The paper, "After Pearl Harbor: The Proper Role of Population Data Systems in Time of War," was written by William Seltzer, a statistician and demographer at Fordham University, and Margo Anderson, a history professor at the University of Wisconsin at Milwaukee whose area of expertise is the census.

Mr. Seltzer and Professor Anderson plan to present the paper at the annual meeting of the Population Association of America next week in Los Angeles. Copies have been circulating in Washington, and one was made available to The New York Times.

The practices described in the paper did not appear to have violated laws governing the census, which prohibit the bureau from disclosing census information on individuals. But the authors indicated that despite the law, Census Bureau officials appeared to be willing to provide such data. What is not clear is whether they were asked to do so.

"We're by law required to keep confidential information by individuals," the paper quotes the bureau director, J. C. Capt, as saying at a meeting of the Census Advisory Committee in January 1942.

But if the defense authorities found 200 Japanese-Americans missing and they wanted the names of the Japanese Americans in that area, Mr. Capt said, "I would give them further means of checking individuals."

The Census Bureau often boasted that its conduct in the relocation of Japanese Americans had been its finest hour because it resisted pressure to provide explicit data to the War and Justice Departments.

But bureau officials do not dispute the findings of the paper. They say, however, that the strengthening of the laws protecting the confidentiality of data on individuals and the environment today would make a repetition of those abuses unlikely.

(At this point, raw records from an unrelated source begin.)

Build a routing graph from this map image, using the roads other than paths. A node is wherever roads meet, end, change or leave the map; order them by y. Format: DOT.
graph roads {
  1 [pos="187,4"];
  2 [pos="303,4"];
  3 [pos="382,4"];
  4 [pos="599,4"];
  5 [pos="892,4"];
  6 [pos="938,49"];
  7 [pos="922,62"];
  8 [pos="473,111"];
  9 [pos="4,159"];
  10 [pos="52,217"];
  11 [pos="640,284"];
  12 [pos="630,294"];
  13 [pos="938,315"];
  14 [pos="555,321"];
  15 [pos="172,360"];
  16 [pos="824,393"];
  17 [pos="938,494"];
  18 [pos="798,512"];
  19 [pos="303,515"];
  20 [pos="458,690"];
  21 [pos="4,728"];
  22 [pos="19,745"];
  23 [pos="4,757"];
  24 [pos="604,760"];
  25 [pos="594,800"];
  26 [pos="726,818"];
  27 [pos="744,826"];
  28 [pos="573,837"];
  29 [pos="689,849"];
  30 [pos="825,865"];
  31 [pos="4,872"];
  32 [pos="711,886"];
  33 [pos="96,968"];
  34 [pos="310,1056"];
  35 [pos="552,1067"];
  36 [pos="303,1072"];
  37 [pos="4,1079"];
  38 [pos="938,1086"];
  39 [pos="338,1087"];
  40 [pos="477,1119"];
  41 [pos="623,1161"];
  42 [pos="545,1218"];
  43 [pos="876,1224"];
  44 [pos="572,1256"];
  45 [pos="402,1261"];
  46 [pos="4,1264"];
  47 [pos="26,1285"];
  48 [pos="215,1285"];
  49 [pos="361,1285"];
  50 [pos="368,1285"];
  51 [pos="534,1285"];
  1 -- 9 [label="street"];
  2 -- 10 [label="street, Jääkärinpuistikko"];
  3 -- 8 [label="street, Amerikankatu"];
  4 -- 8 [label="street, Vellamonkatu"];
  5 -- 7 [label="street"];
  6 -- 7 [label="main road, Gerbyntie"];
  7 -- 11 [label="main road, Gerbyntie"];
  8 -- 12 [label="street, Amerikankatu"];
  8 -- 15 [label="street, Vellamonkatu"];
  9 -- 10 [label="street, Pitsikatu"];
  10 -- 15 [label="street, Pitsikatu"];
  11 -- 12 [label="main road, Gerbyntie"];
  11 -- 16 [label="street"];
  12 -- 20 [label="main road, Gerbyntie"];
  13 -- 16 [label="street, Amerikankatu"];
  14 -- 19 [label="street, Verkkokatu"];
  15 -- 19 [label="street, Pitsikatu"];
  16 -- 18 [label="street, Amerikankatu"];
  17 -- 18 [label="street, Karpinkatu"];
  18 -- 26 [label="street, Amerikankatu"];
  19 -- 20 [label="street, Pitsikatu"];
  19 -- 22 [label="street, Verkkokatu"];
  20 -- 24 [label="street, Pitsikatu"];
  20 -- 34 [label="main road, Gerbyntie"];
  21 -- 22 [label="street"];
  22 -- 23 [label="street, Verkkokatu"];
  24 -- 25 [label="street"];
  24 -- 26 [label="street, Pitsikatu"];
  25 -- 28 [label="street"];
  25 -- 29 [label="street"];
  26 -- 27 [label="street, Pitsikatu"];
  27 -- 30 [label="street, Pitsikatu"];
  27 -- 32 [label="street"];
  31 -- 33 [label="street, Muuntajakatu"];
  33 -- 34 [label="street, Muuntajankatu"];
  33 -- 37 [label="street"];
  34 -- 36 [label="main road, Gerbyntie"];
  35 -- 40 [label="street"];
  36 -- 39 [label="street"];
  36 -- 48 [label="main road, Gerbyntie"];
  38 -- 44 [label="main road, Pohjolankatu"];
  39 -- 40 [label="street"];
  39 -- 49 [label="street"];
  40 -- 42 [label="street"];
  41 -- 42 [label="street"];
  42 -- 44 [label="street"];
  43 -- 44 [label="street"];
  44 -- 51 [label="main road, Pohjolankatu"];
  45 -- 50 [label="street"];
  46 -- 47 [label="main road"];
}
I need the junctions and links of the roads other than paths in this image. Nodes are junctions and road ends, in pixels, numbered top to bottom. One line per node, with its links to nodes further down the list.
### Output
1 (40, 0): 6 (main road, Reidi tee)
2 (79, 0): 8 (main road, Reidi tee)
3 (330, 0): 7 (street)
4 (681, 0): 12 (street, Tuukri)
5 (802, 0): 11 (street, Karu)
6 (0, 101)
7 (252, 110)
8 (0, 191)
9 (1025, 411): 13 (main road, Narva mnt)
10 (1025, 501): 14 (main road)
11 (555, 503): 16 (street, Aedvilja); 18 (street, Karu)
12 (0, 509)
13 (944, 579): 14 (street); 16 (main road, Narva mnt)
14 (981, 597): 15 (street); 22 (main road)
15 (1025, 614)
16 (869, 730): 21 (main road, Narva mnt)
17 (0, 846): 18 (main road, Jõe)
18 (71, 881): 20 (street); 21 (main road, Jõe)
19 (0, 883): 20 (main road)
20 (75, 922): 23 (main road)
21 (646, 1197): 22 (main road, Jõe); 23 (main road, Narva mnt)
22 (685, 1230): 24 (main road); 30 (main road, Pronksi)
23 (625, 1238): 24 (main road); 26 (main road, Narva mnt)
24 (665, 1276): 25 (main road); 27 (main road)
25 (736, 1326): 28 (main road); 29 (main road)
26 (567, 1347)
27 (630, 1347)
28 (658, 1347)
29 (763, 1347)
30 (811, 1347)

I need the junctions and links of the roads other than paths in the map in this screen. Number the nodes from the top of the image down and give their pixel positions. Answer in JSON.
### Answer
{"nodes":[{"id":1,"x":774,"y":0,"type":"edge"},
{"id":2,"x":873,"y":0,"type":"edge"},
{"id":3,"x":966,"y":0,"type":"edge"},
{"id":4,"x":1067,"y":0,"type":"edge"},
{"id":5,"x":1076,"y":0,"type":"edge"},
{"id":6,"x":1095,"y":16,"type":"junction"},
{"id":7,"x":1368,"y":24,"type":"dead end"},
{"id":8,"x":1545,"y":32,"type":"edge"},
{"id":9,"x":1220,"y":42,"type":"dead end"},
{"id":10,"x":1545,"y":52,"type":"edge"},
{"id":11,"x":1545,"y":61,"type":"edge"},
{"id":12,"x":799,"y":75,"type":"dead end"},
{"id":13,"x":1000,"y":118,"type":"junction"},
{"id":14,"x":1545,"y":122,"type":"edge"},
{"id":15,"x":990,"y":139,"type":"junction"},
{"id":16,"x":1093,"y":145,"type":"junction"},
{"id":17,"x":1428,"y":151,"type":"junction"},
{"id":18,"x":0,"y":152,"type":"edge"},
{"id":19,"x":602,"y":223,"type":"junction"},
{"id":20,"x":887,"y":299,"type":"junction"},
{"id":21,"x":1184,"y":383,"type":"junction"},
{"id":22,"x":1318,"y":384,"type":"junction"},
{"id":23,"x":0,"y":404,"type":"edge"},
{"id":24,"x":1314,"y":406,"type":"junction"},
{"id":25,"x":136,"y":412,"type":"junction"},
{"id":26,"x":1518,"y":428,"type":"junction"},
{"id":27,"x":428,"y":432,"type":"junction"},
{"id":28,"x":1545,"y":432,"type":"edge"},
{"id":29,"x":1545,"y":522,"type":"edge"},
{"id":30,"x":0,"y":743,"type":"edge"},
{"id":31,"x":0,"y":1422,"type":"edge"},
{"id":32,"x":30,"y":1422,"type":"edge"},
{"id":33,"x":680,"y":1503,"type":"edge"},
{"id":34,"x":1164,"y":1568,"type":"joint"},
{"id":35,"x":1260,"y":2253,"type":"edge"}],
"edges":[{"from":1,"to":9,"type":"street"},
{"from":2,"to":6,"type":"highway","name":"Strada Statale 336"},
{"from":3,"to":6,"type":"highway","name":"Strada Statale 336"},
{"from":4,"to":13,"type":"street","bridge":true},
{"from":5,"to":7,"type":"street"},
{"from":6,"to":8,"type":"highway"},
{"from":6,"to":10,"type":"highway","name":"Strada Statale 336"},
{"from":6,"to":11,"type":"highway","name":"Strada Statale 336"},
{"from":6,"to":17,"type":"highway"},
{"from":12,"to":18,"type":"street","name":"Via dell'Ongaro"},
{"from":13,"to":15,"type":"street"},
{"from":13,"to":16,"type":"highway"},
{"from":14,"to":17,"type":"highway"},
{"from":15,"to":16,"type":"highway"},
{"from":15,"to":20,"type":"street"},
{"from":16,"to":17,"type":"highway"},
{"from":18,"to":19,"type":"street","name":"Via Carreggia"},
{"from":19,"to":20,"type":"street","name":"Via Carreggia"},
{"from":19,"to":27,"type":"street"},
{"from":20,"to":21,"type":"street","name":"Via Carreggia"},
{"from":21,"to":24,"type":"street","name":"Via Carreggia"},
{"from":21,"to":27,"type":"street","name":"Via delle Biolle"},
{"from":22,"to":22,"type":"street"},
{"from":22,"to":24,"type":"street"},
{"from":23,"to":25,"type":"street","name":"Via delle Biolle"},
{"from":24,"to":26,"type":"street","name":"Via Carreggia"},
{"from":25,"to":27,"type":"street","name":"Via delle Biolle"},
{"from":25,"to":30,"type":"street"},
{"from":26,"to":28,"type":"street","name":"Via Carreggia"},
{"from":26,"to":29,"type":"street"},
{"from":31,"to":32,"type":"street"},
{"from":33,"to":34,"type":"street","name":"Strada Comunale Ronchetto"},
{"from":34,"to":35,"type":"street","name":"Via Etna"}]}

Japanese-Americans have long suspected that the Census Bureau played a prominent role in the relocation of 120,000 residents of Japanese ancestry to detention camps. "We've always suspected this," said Norman Mineta, a former California congressman who was removed with his family from San Jose and sent to a detention camp in Wyoming. "After all, they are the keeper of this kind of information."

On Dec. 9, 1941, two days after the attack on Pearl Harbor, the Census Bureau produced a report titled "Japanese Population of the United States, Its Territories and Possessions." The next day the bureau issued a report on the Japanese population by citizenship and place of birth in selected cities across the country. The next day it published another report, this one on the Japanese population by counties in states on the West Coast.

Mr. Capt justified the speed with which the bureau produced these reports by saying at meeting of the Census Advisory Committee in January 1942: "We didn't want to wait for the declaration of war. On Monday morning we put our people to work on the Japanese thing." Subsequent reports became even more detailed. In 1942, Tom Clark, a Justice Department official working with the War Department, was quoted in the paper as saying that Census Bureau officials would "lay out on tables [maps of] various city blocks where Japanese lived and they would tell me how many were living in each block."

The paper's disclosures come at a ticklish time for the Census Bureau because they coincide with the mailing this month of census forms to about 120 million households. Bureau officials say they fear that the scholars' paper may frighten people into not returning the forms.


Subject: JAs and the Census

> < Article about role of census in the Internment >

I have received numerous copies of this article within a couple of days of it being published, so it appears to moving like wildfire in the JA community. Sort of makes one suspicious and also angry. Speaking of angry, about a month ago I posted the title of a recently published book, "Day of Deceit: The truth about FDR and Pearl Harbor" by Robert Stinnett. If anyone is interested, check it out from your local library or buy it. It continues the verification that the Internment was not necessary, but from a different angle. One thing the Internment was very helpful for was convincing the American public that they were in danger from Japanese and Japanese Americans and directing public anger America against a single enemy -- Us!!